Вот так фокус? Опять КГБ? Сначала кто-то неизвестный (видимо, из агентуры) без конца предлагал бедному автору пути на Запад, но автор отказывался, и вот нервы у гэбистов не выдержали и они передали рукопись своим «идеологическим врагам» сами? Так получается. Вы понимаете что-нибудь, читатель? Вот так же не понимал ничего Солженицын (добавлю: и ныне не понимает, как это явствует из его новомировских воспоминаний): «Так неожиданно, и столько тут противоречий, даже загадок, – не могу понять, в голову не лезет. И правда, что за морок? Да разобраться надо. Цепь загадок: 1) Как могло случиться, что такую телеграмму вообще доставили? Или огрех аппарата или провокации КГБ. 2) Кто такой Луи? 3) «Еще один экземпляр»? А где и кем доставлен первый?»
Кстати, Виктор Луи умер совсем недавно. Судя по сообщениям печати, широко известный за Западе журналист, через него осуществлялись в последние десятилетия все наиболее важные «утечки информации» из СССР на Запад. По данным Солженицына, оставленным им в воспоминаниях: «никакой не Луи, а Виталий Левин, сел недоучившимся студентом, подторговывал валютой с иностранными туристами, в лагере был известным стукачом; после лагеря не только не лишен Москвы, но стал корреспондентом довольно «правых» английских газет, женат на дочери английского богача, свободно ездит за границу, имеет избыток валюты и сказочную дачу в генеральском поселке Баковке, по соседству с Фурцевой. И рукопись Аллилуевой на Западе отвез именно он. Все ясно. Телеграмма – подлинная (доставлена по просчету, по чуду), ГБ торгует моим «Корпусом»…».
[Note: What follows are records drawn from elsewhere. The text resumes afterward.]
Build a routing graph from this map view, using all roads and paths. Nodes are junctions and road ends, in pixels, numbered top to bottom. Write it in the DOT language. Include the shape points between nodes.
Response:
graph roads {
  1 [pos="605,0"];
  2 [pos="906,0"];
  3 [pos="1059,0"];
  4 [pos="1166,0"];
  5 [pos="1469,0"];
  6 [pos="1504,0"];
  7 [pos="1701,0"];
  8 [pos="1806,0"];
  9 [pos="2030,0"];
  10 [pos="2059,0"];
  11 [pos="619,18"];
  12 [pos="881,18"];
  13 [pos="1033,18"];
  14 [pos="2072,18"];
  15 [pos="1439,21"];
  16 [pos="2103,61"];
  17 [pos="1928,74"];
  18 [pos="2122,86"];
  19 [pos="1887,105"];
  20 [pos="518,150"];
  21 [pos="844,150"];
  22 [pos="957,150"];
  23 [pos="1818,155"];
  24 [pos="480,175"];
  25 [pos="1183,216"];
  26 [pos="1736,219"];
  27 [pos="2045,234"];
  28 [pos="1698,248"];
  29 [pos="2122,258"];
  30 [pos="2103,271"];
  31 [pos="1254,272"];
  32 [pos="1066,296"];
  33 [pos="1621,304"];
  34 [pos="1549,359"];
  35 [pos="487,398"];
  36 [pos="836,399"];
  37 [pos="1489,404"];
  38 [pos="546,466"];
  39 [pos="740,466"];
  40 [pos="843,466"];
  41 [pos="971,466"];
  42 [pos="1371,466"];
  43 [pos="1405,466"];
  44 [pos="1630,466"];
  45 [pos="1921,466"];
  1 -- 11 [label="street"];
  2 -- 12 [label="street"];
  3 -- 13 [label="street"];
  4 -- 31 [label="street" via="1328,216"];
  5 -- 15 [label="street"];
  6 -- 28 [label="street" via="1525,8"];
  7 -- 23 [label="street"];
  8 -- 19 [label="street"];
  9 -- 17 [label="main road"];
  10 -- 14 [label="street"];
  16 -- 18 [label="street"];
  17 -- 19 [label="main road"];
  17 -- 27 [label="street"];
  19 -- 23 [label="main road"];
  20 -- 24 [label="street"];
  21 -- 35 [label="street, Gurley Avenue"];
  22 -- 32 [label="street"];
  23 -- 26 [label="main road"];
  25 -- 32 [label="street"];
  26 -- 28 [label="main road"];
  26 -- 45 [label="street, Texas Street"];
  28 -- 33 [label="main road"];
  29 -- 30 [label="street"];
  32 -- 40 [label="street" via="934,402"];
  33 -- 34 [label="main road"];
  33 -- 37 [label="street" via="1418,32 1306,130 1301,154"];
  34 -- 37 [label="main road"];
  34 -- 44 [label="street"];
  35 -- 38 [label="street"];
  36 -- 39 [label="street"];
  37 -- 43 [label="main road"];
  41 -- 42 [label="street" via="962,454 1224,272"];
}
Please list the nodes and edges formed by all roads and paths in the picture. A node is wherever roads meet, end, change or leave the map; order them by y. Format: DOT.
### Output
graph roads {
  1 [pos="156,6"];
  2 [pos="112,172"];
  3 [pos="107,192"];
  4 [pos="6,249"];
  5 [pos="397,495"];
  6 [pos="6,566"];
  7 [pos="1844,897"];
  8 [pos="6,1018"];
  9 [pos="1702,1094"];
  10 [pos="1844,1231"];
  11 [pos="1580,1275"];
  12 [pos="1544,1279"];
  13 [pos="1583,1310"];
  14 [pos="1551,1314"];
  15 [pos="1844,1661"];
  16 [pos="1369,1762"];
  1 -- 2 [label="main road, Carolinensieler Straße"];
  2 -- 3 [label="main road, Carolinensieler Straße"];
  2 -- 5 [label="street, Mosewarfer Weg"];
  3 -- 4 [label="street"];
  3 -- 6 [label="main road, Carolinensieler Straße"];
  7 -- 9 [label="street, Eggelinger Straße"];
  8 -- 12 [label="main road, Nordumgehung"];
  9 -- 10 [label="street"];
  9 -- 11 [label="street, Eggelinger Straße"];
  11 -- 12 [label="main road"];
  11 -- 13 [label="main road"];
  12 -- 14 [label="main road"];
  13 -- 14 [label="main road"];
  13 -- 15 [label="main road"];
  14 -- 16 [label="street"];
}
Такая же загадочная история случилась и с поэмой «Прусские ночи» – совершенно «необъяснимым путем она вырвалась в «Цайт». Нечто подобное по загадочности произошло и с суперкриминальной пьесой Солженицына «Пир победителей» – главным распространителем пьесы и внутри страны, и за ее пределами опять оказался, как ни странно, КГБ.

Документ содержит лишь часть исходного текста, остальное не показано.